Kaç gündür çiçek sulamaya gideceğiz..
malum anneannemler hala dönmedi..çiçekleri bize emanet.. seraları mı deseydim diye de düşünüyorum aslında..
günlerdir hava muhalefetiydi; tam çıkacakken yağmurdu derken ertelendi durdu..
ardından ben annemi biraz daha oyalamaya çalıştım..
şöyleydi böyleydi diye..
amacım bitkiler doğal seleksiyona uğrasın!

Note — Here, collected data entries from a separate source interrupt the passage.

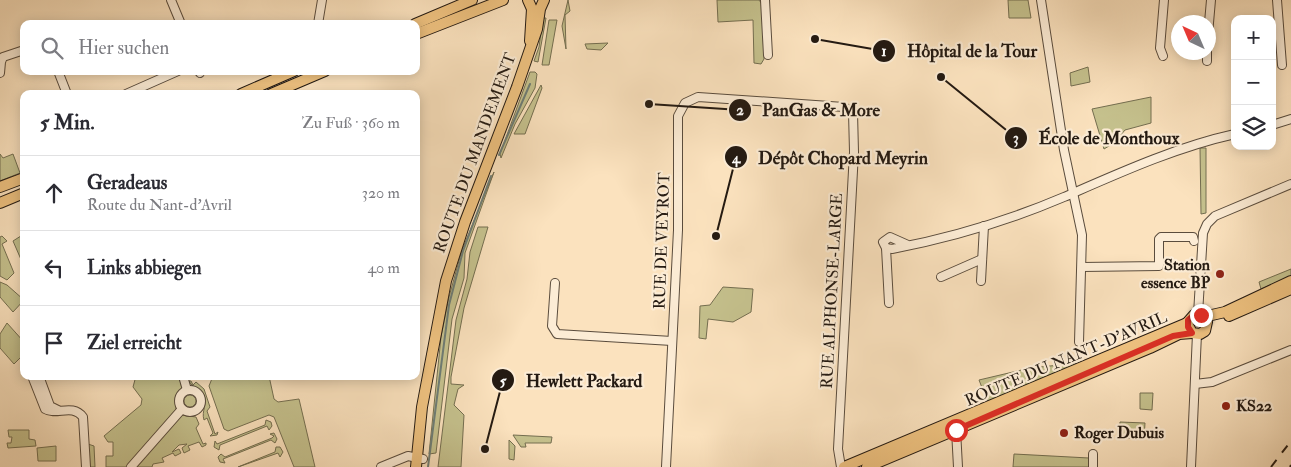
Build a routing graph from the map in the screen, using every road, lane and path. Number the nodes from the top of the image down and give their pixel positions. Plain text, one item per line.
1 (171, 0) edge
2 (322, 0) edge
3 (472, 0) edge
4 (503, 0) edge
5 (529, 0) edge
6 (543, 0) edge
7 (765, 0) edge
8 (1040, 0) edge
9 (1164, 0) edge
10 (1211, 0) edge
11 (1277, 0) edge
12 (1210, 15) edge
13 (179, 20) edge
14 (319, 20) edge
15 (420, 22) edge
16 (420, 32) edge
17 (530, 47) junction
18 (20, 51) edge
19 (768, 55) dead end
20 (1163, 56) dead end
21 (2, 58) edge
22 (1282, 64) dead end
23 (0, 73) edge
24 (59, 75) edge
25 (169, 75) edge
26 (285, 75) edge
27 (316, 75) edge
28 (65, 90) edge
29 (135, 90) edge
30 (249, 90) edge
31 (284, 90) edge
32 (768, 102) joint
33 (1291, 119) edge
34 (1276, 124) edge
35 (1231, 135) edge
36 (20, 180) edge
37 (1291, 184) edge
38 (0, 187) edge
39 (1073, 192) junction
40 (20, 195) edge
41 (0, 203) edge
42 (984, 226) junction
43 (1194, 241) dead end
44 (908, 245) junction
45 (886, 248) junction
46 (982, 259) junction
47 (1082, 267) junction
48 (941, 277) dead end
49 (981, 281) dead end
50 (1291, 281) edge
51 (555, 283) dead end
52 (1291, 289) edge
53 (889, 303) dead end
54 (1203, 319) junction
55 (1192, 330) junction
56 (672, 341) junction
57 (1079, 342) dead end
58 (1291, 350) edge
59 (37, 380) edge
60 (184, 380) edge
61 (1195, 384) junction
62 (187, 390) junction
63 (182, 409) junction
64 (956, 430) junction
65 (1093, 454) dead end
66 (419, 462) edge
67 (86, 467) edge
68 (131, 467) edge
69 (381, 467) edge
70 (666, 467) edge
71 (842, 467) edge
72 (867, 467) edge
73 (958, 467) edge
74 (1093, 467) edge
75 (1191, 467) edge

1 - 13 street
2 - 14 street
3 - 15 main road
4 - 16 main road
5 - 6 main road
5 - 17 main road, ROUTE DU MANDEMENT
6 - 17 main road, ROUTE DU MANDEMENT
7 - 19 street
8 - 39 street
9 - 20 street
10 - 12 street
11 - 22 street
17 - 66 main road, ROUTE DU MANDEMENT
18 - 21 street
21 - 23 street
24 - 28 street
25 - 29 street
26 - 30 main road
27 - 31 main road
32 - 56 street, RUE DE VEYROT
32 - 71 street, RUE ALPHONSE-LARGE
33 - 34 street
35 - 39 street
36 - 38 main road
37 - 54 street
39 - 42 street
39 - 47 street
40 - 41 main road
42 - 44 street
42 - 46 street
43 - 47 street
44 - 45 street
44 - 45 street
45 - 53 street
46 - 48 street
46 - 49 street
47 - 57 street
50 - 54 main road
51 - 56 street
52 - 54 main road
54 - 55 main road
54 - 55 main road
55 - 61 street
55 - 64 main road, ROUTE DU NANT-D'AVRIL
55 - 71 main road, ROUTE DU NANT-D'AVRIL
56 - 70 street, RUE DE VEYROT
58 - 61 street
59 - 67 street
60 - 62 street
61 - 75 street
62 - 63 street
62 - 63 street
63 - 68 street
64 - 72 main road, ROUTE DU NANT-D'AVRIL
64 - 73 street
65 - 74 street
66 - 69 street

çok mu kötüyüm, öyle demeyin lütfen!
(bi açıklık getireyim bu arada ben bi saniye; bitki, çiçek falan severim o ayrı..ama doğal ortamında en en çok:)evde dozunda severim ama;) bir de öyle ilginç olacak, güzel kokacak bir de çiçek açacak! yoksa üniversitede bile bitkisel derslerden hazetmemişimdir ne kadar zorlasam da...))
annem "kesin öldüler" diyip duruyor ben de emin olalım diye içimden "beklemeye az daha devam edelim" diyorum..lakin güçlü olanlar ayakta kalsın ki evde yer açılsın..!
dedemle anneannemin çiçek sevdası biraz farklıdır; fazlacadır..eve gelmiş tanrı misafiriymişcesine sahiplenirler hepsini, kendi hallerinde ölüp gitmeden de kattiyen atmazlar..(o evde genelde ölmezlerde o ayrı!)
ve bu çiçekler öyle oturduğum yerde kalayım da demez habire dallanıp budaklanır; yeni ve daha geniş saksılar ister,yanındaki kökten sıkılıp "alın şunu şurdan" diye onu saksının dışına itekler durur,
periyodik olarak da "suyum nerde kaldı, suyumu getirin benim!", yok efendim "güneşimi kaybettim, solarım görürsünüz, besinsiz mi kalayım" gibi kendini acındırma hallerinde bir tehditkar tavırlar sergilerler..
bu söylediklerini duymazsınız belki ama öyle bir tavır koyarlar ki arada, mecbur bırakırlar sizi..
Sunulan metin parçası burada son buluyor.